Paralympics
Para-Sprinterin Irmgard Bensusan: Auf Kurs Richtung Paris

Ende August beginnen die Paralympics in Paris. Der Wettkampf in Leverkusen war die letzte Chance für die Para-Leichtathleten, die Qualifikation zu schaffen. Für Para-Sprinterin Irmgard Bensusan ist es vor allem ein Test, ob sie konkurrenzfähig ist.

Von Sabine Lerche |
Para-Sprinterin Irmgard Bensusan in Aktion bei den einem Wettkampf in Leverkusen.
Sprinterin Irmgard Bensusan zählt zu den Top-Para-Leichtathleten der Welt. Bei den Paralympics in Paris strebt sie die nächste Medaille an. (Oliver Heuser / TSV Bayer 04 Leverkusen)
Para-Sprinterin Irmgard Bensusan ist eine der ersten Läuferinnen, die zum Startbereich kommen. Sie schaut konzentriert. Blick auf die Uhr, Schluck aus der Trinkflasche. Sie ist früh dran, noch sind die 100 m-Sprints der Männer.
Der Leichtathletik-Wettkampf in Leverkusen ist der letzte vor den Paralympics Ende August, bei dem die Para-Athlet*innen noch die Qualifikationszeit für die Spiele schaffen können. Die Fritz-Jacobi-Anlage in Leverkusen Manfort ist kein großes Stadion. Die Atmosphäre wirkt familiär, auf der Tribüne ist wenig los, dafür umso mehr auf der Gegengeraden, wo die Zuschauer ganz nah an der Bande neben den Sprintern stehen und anfeuern.

Pflichtwettkampf für deutsche Mannschaft

Irmgard Bensusan hat ihre Qualifikationsleistungen über 100 m und 200 m schon geschafft. Für sie geht es in Leverkusen um Leistungskontrolle:
„Das ist halt ein Pflichtwettkampf für die deutsche Mannschaft, wenn man nominiert sein will. Und klar, das ist nicht so, dass man was gewinnt, sondern das ist einfach, damit wir unsere beste Zeit laufen und das Beste rausnehmen kann, was man kann.“

Mentale Vorbereitung auf den Lauf und Beten

Sie tigert angespannt um die Hochsprungmatte, setzt sich, steht wieder auf, macht ein paar schnelle Sprintschritte.
„Ja, ich mache so kleine Sprünge vor dem Start.

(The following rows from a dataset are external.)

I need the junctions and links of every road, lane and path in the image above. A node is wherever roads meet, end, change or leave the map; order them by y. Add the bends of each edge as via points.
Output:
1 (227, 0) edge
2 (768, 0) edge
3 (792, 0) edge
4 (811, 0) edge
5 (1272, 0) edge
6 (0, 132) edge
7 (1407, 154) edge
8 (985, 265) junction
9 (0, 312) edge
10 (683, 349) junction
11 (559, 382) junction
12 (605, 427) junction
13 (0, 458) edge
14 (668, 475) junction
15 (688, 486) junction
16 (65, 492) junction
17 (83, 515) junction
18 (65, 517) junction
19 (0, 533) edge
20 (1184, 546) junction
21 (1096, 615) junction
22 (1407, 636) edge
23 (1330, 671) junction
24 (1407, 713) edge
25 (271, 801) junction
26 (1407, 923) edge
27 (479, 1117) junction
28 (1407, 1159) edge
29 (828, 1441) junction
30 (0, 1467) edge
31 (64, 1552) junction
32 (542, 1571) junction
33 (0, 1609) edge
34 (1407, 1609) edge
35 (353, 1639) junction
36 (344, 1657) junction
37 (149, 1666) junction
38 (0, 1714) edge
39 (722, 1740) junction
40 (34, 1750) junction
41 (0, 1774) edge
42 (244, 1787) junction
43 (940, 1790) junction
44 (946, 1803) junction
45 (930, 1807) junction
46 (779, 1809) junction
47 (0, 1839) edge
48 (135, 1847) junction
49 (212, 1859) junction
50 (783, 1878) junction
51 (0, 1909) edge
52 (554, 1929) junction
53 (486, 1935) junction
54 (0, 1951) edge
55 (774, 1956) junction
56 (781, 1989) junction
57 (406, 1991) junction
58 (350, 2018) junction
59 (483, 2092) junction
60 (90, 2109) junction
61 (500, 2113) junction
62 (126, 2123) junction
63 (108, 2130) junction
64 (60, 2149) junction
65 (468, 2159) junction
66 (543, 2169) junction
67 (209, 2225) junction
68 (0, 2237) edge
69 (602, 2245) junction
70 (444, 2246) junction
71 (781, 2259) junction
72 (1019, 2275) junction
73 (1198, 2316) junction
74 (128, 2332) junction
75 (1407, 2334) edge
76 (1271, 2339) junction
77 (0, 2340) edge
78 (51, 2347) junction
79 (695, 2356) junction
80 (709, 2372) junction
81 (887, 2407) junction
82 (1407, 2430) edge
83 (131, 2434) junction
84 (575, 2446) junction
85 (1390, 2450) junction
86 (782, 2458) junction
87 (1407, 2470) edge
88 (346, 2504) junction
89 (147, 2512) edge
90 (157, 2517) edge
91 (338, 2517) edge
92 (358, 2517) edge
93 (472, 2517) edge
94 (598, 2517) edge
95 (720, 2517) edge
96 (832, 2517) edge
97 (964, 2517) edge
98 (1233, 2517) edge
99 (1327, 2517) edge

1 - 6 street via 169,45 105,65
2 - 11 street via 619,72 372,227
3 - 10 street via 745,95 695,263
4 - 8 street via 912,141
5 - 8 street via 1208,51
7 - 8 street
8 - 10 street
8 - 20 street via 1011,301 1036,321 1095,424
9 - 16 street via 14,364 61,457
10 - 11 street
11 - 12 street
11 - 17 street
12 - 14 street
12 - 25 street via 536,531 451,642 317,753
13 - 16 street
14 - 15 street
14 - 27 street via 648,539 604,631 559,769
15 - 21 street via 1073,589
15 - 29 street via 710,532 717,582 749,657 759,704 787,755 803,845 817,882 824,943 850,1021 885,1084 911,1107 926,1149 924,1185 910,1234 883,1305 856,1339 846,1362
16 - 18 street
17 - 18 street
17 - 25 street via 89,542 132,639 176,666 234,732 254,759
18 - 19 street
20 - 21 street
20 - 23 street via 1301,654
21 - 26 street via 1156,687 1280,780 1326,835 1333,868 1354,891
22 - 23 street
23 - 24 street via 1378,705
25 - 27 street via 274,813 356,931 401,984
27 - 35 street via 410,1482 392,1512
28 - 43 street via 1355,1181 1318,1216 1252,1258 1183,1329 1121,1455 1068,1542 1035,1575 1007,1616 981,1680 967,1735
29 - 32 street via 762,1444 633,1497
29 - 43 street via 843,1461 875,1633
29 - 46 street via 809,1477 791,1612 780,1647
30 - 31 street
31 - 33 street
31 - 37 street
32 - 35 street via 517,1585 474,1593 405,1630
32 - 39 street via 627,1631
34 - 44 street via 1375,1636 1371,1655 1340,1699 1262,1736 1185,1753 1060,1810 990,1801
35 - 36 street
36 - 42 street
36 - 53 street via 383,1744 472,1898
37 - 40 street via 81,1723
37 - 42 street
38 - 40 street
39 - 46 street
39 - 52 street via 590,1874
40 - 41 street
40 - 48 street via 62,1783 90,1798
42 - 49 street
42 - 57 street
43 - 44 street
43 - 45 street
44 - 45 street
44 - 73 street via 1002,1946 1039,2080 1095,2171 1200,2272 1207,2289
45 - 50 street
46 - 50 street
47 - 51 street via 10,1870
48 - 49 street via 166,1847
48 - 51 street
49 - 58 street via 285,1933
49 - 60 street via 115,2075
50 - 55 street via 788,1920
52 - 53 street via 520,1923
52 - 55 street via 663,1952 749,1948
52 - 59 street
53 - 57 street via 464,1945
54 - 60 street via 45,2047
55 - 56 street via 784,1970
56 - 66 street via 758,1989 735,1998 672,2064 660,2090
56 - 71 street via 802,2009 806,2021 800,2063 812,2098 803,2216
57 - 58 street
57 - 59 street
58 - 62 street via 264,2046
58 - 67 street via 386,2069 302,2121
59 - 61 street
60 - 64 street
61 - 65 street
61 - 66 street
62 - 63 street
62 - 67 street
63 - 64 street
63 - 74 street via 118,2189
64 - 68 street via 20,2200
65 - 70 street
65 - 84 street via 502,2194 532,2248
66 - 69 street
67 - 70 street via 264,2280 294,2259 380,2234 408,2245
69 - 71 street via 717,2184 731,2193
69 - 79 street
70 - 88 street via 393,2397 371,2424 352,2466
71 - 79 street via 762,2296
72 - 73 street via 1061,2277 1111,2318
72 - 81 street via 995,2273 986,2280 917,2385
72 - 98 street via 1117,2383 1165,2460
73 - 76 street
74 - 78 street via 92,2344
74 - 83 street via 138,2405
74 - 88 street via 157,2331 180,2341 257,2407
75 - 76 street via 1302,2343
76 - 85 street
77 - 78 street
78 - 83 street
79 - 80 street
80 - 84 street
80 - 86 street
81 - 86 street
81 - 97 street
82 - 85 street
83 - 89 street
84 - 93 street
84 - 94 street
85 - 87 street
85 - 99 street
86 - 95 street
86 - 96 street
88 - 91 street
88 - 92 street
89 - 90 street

Ich versuche, meinen Lauf vor dem Lauf in meinem Kopf durchzulaufen. Auch vor den 200 versuche ich die Kurve zu laufen wirklich in meinem Kopf. Und klar, ich versuche auch Abläufe zu machen und so kleine Skippings, das ist alles, um mich warm zu behalten.“
Und Bensusan hat noch ein Ritual: Sie betet an Wettkampftagen: „Das ist mir auch sehr wichtig, weil ich mach das abends oder morgens vor meinem Lauf und dann, wenn ich mich warmmache. Und direkt, bevor ich ins Stadion gehe, sage ich so zwei, drei Sätze. Dann sag ich: Die und die und die – hilf mir!“
Bensusan ist im ersten 100 m-Lauf der Frauen, Startbahn drei. Mit einem pinken Maßband stellt sie ihren Startblock ein. Einmal testen, dann noch ein paar letzte Hinweise von ihrem Trainer Erik Schneider. Bensusan klatscht sich mit den Händen auf die Wangen, trommelt sich mit der Faust auf die Brust, schüttelt die Beine aus.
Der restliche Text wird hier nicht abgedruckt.